Work required: Omit the pictures, and output the rest of the entries exactly as written.

____ Records shown

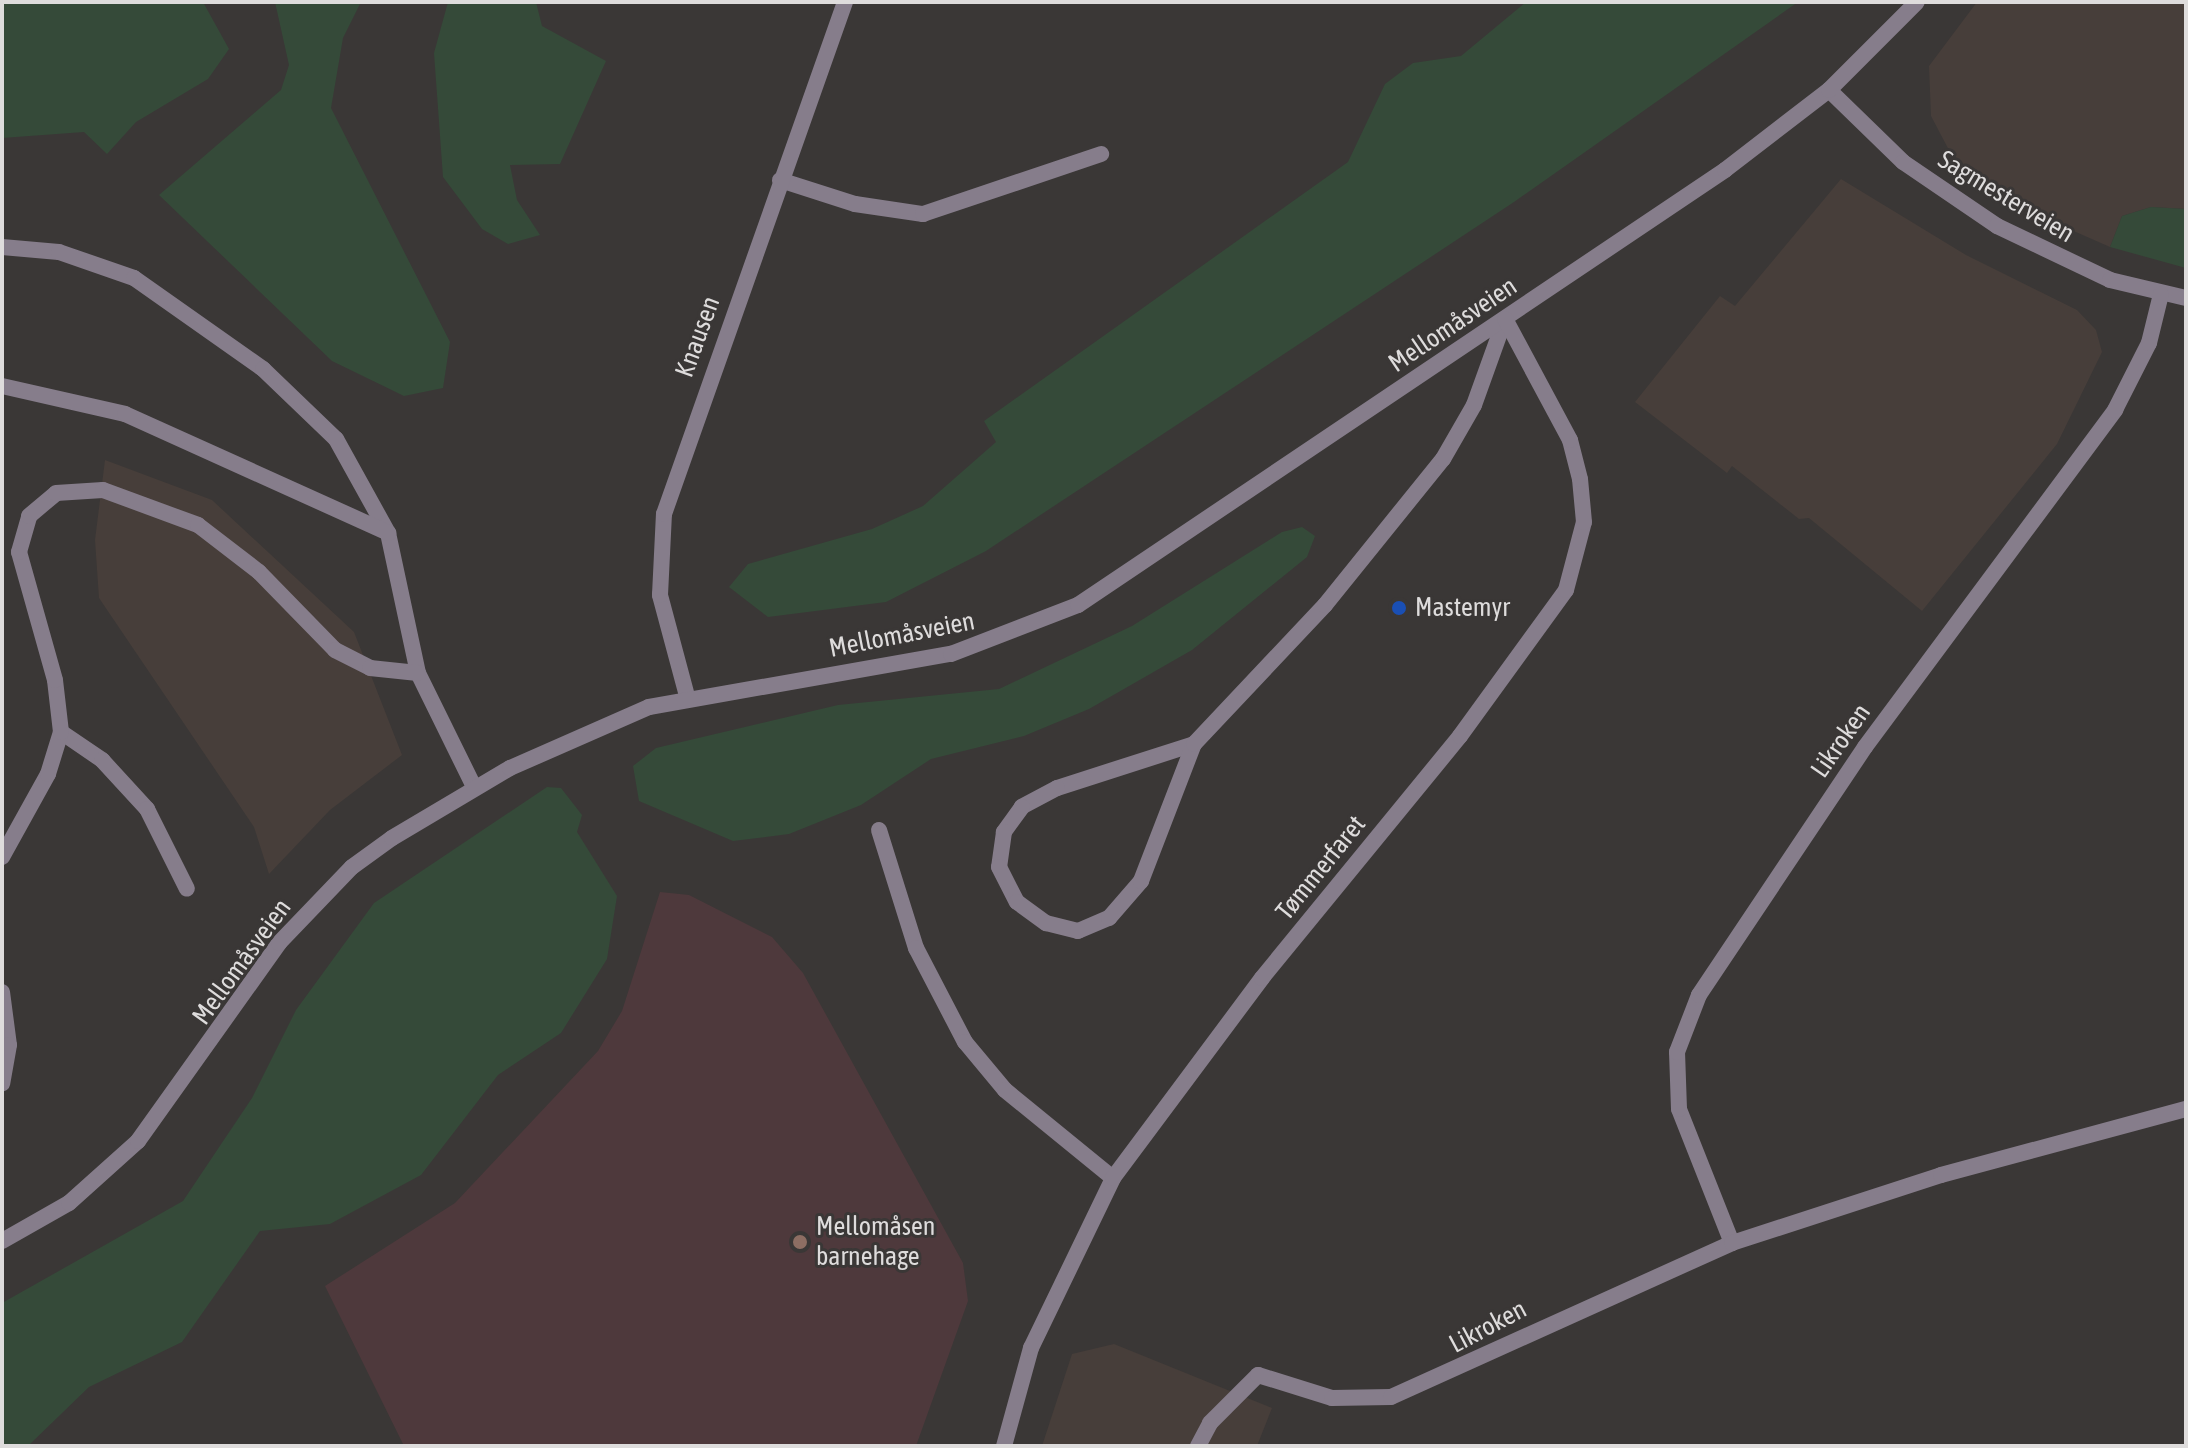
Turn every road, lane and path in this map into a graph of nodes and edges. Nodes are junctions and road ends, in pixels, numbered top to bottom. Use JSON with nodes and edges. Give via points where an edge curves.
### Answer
{"nodes":[{"id":1,"x":845,"y":2,"type":"edge"},
{"id":2,"x":1917,"y":2,"type":"edge"},
{"id":3,"x":1829,"y":90,"type":"junction"},
{"id":4,"x":1101,"y":154,"type":"dead end"},
{"id":5,"x":780,"y":180,"type":"junction"},
{"id":6,"x":2,"y":247,"type":"edge"},
{"id":7,"x":2161,"y":294,"type":"junction"},
{"id":8,"x":2186,"y":298,"type":"edge"},
{"id":9,"x":1505,"y":319,"type":"junction"},
{"id":10,"x":2,"y":386,"type":"edge"},
{"id":11,"x":388,"y":533,"type":"junction"},
{"id":12,"x":418,"y":673,"type":"junction"},
{"id":13,"x":687,"y":696,"type":"junction"},
{"id":14,"x":61,"y":732,"type":"junction"},
{"id":15,"x":1194,"y":744,"type":"junction"},
{"id":16,"x":474,"y":787,"type":"junction"},
{"id":17,"x":879,"y":830,"type":"dead end"},
{"id":18,"x":2,"y":857,"type":"edge"},
{"id":19,"x":187,"y":889,"type":"dead end"},
{"id":20,"x":2,"y":992,"type":"edge"},
{"id":21,"x":2,"y":1083,"type":"edge"},
{"id":22,"x":2186,"y":1109,"type":"edge"},
{"id":23,"x":1113,"y":1178,"type":"junction"},
{"id":24,"x":2,"y":1241,"type":"edge"},
{"id":25,"x":1732,"y":1243,"type":"junction"},
{"id":26,"x":1004,"y":1446,"type":"edge"},
{"id":27,"x":1198,"y":1446,"type":"edge"}],
"edges":[{"from":1,"to":5,"type":"street","name":"Knausen"},
{"from":2,"to":3,"type":"street","name":"Mellomåsveien"},
{"from":3,"to":7,"type":"street","name":"Sagmesterveien","via":[[1903,162],[1997,226],[2061,260]]},
{"from":3,"to":9,"type":"street","name":"Mellomåsveien"},
{"from":4,"to":5,"type":"street","via":[[923,214],[855,204]]},
{"from":5,"to":13,"type":"street","name":"Knausen","via":[[664,514],[660,595]]},
{"from":6,"to":11,"type":"street","via":[[98,262],[208,325],[336,439]]},
{"from":7,"to":8,"type":"street","name":"Sagmesterveien"},
{"from":7,"to":25,"type":"street","name":"Likroken","via":[[2149,343],[2115,410],[1865,747],[1699,995],[1677,1052],[1679,1109]]},
{"from":9,"to":13,"type":"street","name":"Mellomåsveien","via":[[1199,528],[1034,626],[907,664]]},
{"from":9,"to":15,"type":"street","via":[[1474,405],[1443,459],[1325,605]]},
{"from":9,"to":23,"type":"street","name":"Tømmerfaret","via":[[1570,440],[1580,479],[1584,522],[1566,590],[1460,736],[1262,978]]},
{"from":10,"to":11,"type":"street","via":[[139,419]]},
{"from":11,"to":12,"type":"street"},
{"from":12,"to":14,"type":"street","via":[[370,668],[335,650],[259,572],[198,525],[103,490],[76,489],[40,505],[20,534],[22,578],[55,680]]},
{"from":12,"to":16,"type":"street"},
{"from":13,"to":16,"type":"street","name":"Mellomåsveien","via":[[611,722]]},
{"from":14,"to":18,"type":"street","via":[[48,774]]},
{"from":14,"to":19,"type":"street","via":[[102,760],[147,809]]},
{"from":15,"to":15,"type":"street","via":[[1057,788],[1022,807],[1004,832],[999,867],[1017,902],[1046,923],[1078,931],[1109,918],[1141,881]]},
{"from":16,"to":24,"type":"street","name":"Mellomåsveien","via":[[352,867],[279,943],[138,1141],[69,1203]]},
{"from":17,"to":23,"type":"street","via":[[916,948],[965,1042],[1005,1090]]},
{"from":20,"to":21,"type":"street","via":[[9,1045]]},
{"from":22,"to":25,"type":"street","name":"Likroken","via":[[1941,1175]]},
{"from":23,"to":26,"type":"street","name":"Tømmerfaret","via":[[1042,1321]]},
{"from":25,"to":27,"type":"street","name":"Likroken","via":[[1391,1397],[1332,1398],[1258,1375],[1210,1423]]}]}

________

Result of the task:
Turn every road, lane and path in this map into a graph of nodes and edges. Nodes are junctions and road ends, in pixels, numbered top to bottom. Use JSON with nodes and edges. Give via points where an edge curves.
### Answer
{"nodes":[{"id":1,"x":845,"y":2,"type":"edge"},
{"id":2,"x":1917,"y":2,"type":"edge"},
{"id":3,"x":1829,"y":90,"type":"junction"},
{"id":4,"x":1101,"y":154,"type":"dead end"},
{"id":5,"x":780,"y":180,"type":"junction"},
{"id":6,"x":2,"y":247,"type":"edge"},
{"id":7,"x":2161,"y":294,"type":"junction"},
{"id":8,"x":2186,"y":298,"type":"edge"},
{"id":9,"x":1505,"y":319,"type":"junction"},
{"id":10,"x":2,"y":386,"type":"edge"},
{"id":11,"x":388,"y":533,"type":"junction"},
{"id":12,"x":418,"y":673,"type":"junction"},
{"id":13,"x":687,"y":696,"type":"junction"},
{"id":14,"x":61,"y":732,"type":"junction"},
{"id":15,"x":1194,"y":744,"type":"junction"},
{"id":16,"x":474,"y":787,"type":"junction"},
{"id":17,"x":879,"y":830,"type":"dead end"},
{"id":18,"x":2,"y":857,"type":"edge"},
{"id":19,"x":187,"y":889,"type":"dead end"},
{"id":20,"x":2,"y":992,"type":"edge"},
{"id":21,"x":2,"y":1083,"type":"edge"},
{"id":22,"x":2186,"y":1109,"type":"edge"},
{"id":23,"x":1113,"y":1178,"type":"junction"},
{"id":24,"x":2,"y":1241,"type":"edge"},
{"id":25,"x":1732,"y":1243,"type":"junction"},
{"id":26,"x":1004,"y":1446,"type":"edge"},
{"id":27,"x":1198,"y":1446,"type":"edge"}],
"edges":[{"from":1,"to":5,"type":"street","name":"Knausen"},
{"from":2,"to":3,"type":"street","name":"Mellomåsveien"},
{"from":3,"to":7,"type":"street","name":"Sagmesterveien","via":[[1903,162],[1997,226],[2061,260]]},
{"from":3,"to":9,"type":"street","name":"Mellomåsveien"},
{"from":4,"to":5,"type":"street","via":[[923,214],[855,204]]},
{"from":5,"to":13,"type":"street","name":"Knausen","via":[[664,514],[660,595]]},
{"from":6,"to":11,"type":"street","via":[[98,262],[208,325],[336,439]]},
{"from":7,"to":8,"type":"street","name":"Sagmesterveien"},
{"from":7,"to":25,"type":"street","name":"Likroken","via":[[2149,343],[2115,410],[1865,747],[1699,995],[1677,1052],[1679,1109]]},
{"from":9,"to":13,"type":"street","name":"Mellomåsveien","via":[[1199,528],[1034,626],[907,664]]},
{"from":9,"to":15,"type":"street","via":[[1474,405],[1443,459],[1325,605]]},
{"from":9,"to":23,"type":"street","name":"Tømmerfaret","via":[[1570,440],[1580,479],[1584,522],[1566,590],[1460,736],[1262,978]]},
{"from":10,"to":11,"type":"street","via":[[139,419]]},
{"from":11,"to":12,"type":"street"},
{"from":12,"to":14,"type":"street","via":[[370,668],[335,650],[259,572],[198,525],[103,490],[76,489],[40,505],[20,534],[22,578],[55,680]]},
{"from":12,"to":16,"type":"street"},
{"from":13,"to":16,"type":"street","name":"Mellomåsveien","via":[[611,722]]},
{"from":14,"to":18,"type":"street","via":[[48,774]]},
{"from":14,"to":19,"type":"street","via":[[102,760],[147,809]]},
{"from":15,"to":15,"type":"street","via":[[1057,788],[1022,807],[1004,832],[999,867],[1017,902],[1046,923],[1078,931],[1109,918],[1141,881]]},
{"from":16,"to":24,"type":"street","name":"Mellomåsveien","via":[[352,867],[279,943],[138,1141],[69,1203]]},
{"from":17,"to":23,"type":"street","via":[[916,948],[965,1042],[1005,1090]]},
{"from":20,"to":21,"type":"street","via":[[9,1045]]},
{"from":22,"to":25,"type":"street","name":"Likroken","via":[[1941,1175]]},
{"from":23,"to":26,"type":"street","name":"Tømmerfaret","via":[[1042,1321]]},
{"from":25,"to":27,"type":"street","name":"Likroken","via":[[1391,1397],[1332,1398],[1258,1375],[1210,1423]]}]}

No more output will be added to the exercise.